─── THE INPUT ───
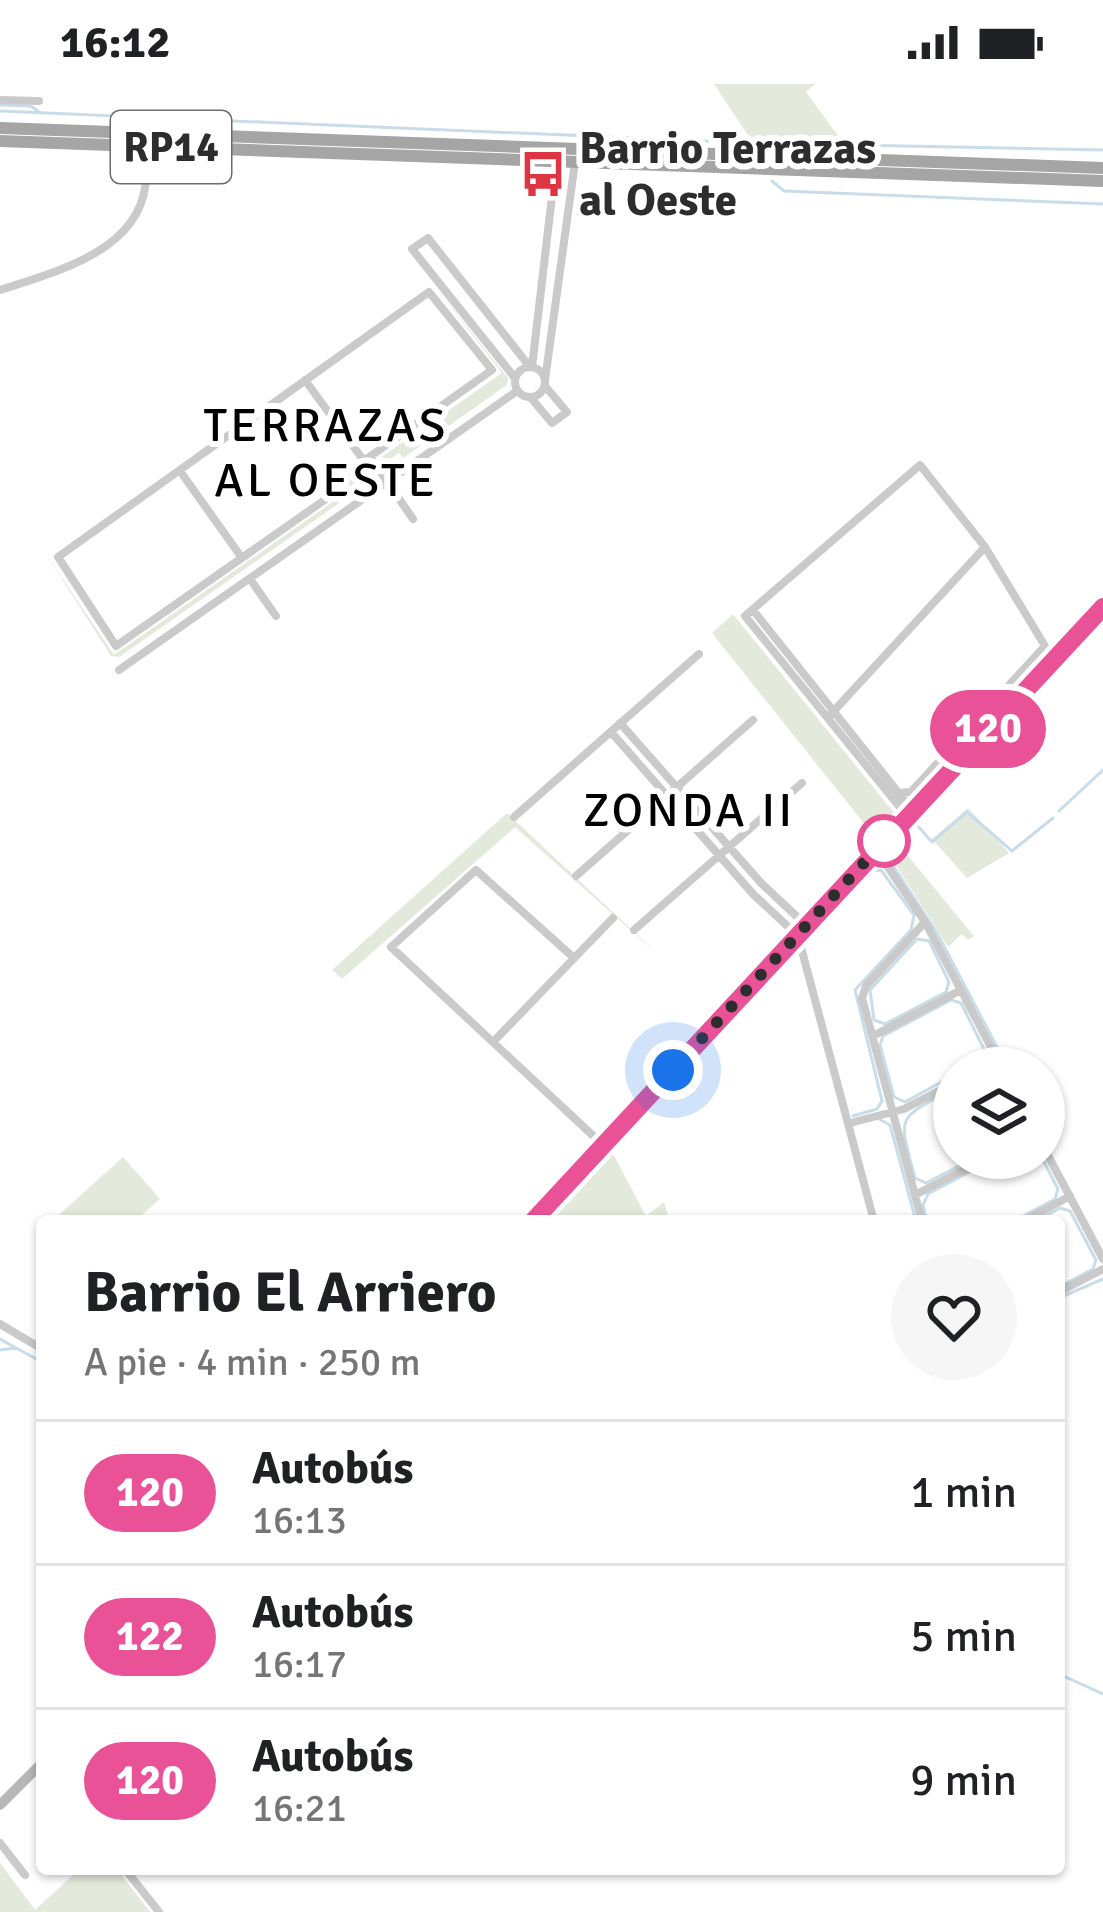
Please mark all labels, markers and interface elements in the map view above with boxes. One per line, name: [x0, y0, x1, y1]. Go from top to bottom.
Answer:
text: 16:12: [60, 15, 170, 70]
road number: RP14: [111, 111, 231, 183]
place label: Barrio Terrazas al Oeste: [579, 121, 876, 228]
bus stop icon: Barrio Terrazas al Oeste: [518, 149, 568, 199]
district label: TERRAZAS AL OESTE: [204, 396, 448, 510]
line badge: 120: [919, 690, 1057, 768]
text: 120: [954, 703, 1022, 754]
district label: ZONDA II: [583, 781, 795, 840]
unlabelled marker: [859, 816, 909, 866]
your location: [643, 1040, 703, 1100]
map controls: [933, 1047, 1065, 1179]
button: layers: [933, 1047, 1065, 1179]
button: heart: [891, 1254, 1017, 1380]
text: Barrio El Arriero: [84, 1257, 497, 1328]
text: A pie · 4 min · 250 m: [84, 1338, 421, 1386]
text: Autobús: [252, 1441, 413, 1496]
text: 1 min: [910, 1465, 1017, 1520]
text: 120: [116, 1467, 184, 1518]
text: 16:13: [252, 1496, 347, 1544]
text: Autobús: [252, 1585, 413, 1640]
text: 5 min: [910, 1609, 1017, 1664]
text: 122: [116, 1611, 184, 1662]
text: 16:17: [252, 1640, 347, 1688]
text: Autobús: [252, 1729, 413, 1784]
text: 9 min: [910, 1753, 1017, 1808]
text: 120: [116, 1755, 184, 1806]
text: 16:21: [252, 1784, 347, 1832]

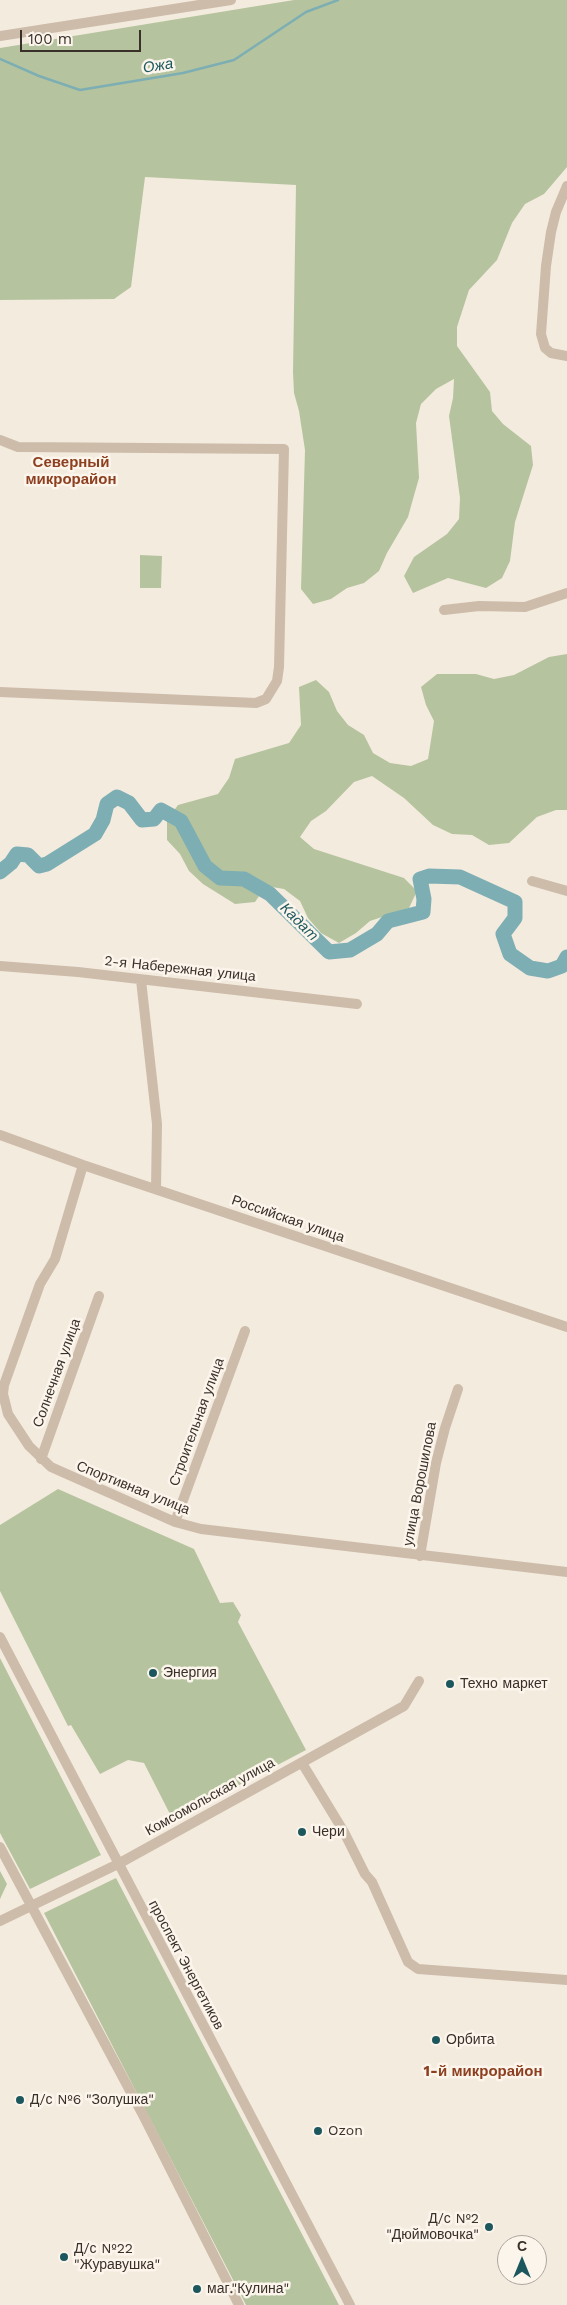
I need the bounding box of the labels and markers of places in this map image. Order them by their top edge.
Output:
place label: Энергия [163,1665,217,1681]
marker: Энергия [147,1667,159,1679]
place label: Техно маркет [460,1676,548,1692]
marker: Техно маркет [444,1678,456,1690]
place label: Чери [312,1824,345,1840]
marker: Чери [296,1826,308,1838]
place label: Орбита [446,2032,495,2048]
marker: Орбита [430,2034,442,2046]
place label: Д/с №6 "Золушка" [30,2092,154,2108]
marker: Д/с №6 "Золушка" [14,2094,26,2106]
place label: Ozon [328,2123,363,2139]
marker: Ozon [312,2125,324,2137]
place label: Д/с №2 "Дюймовочка" [386,2211,479,2244]
marker: Д/с №2 "Дюймовочка" [483,2221,495,2233]
place label: Д/с №22 "Журавушка" [74,2241,160,2274]
marker: Д/с №22 "Журавушка" [58,2251,70,2263]
place label: маг."Кулина" [207,2281,289,2297]
marker: маг."Кулина" [191,2283,203,2295]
───
_TASK DESCRIPTION_
The job is to copy each line from the material above that holds the word "Энергия".

_RESPONSE AREA_
place label: Энергия [163,1665,217,1681]
marker: Энергия [147,1667,159,1679]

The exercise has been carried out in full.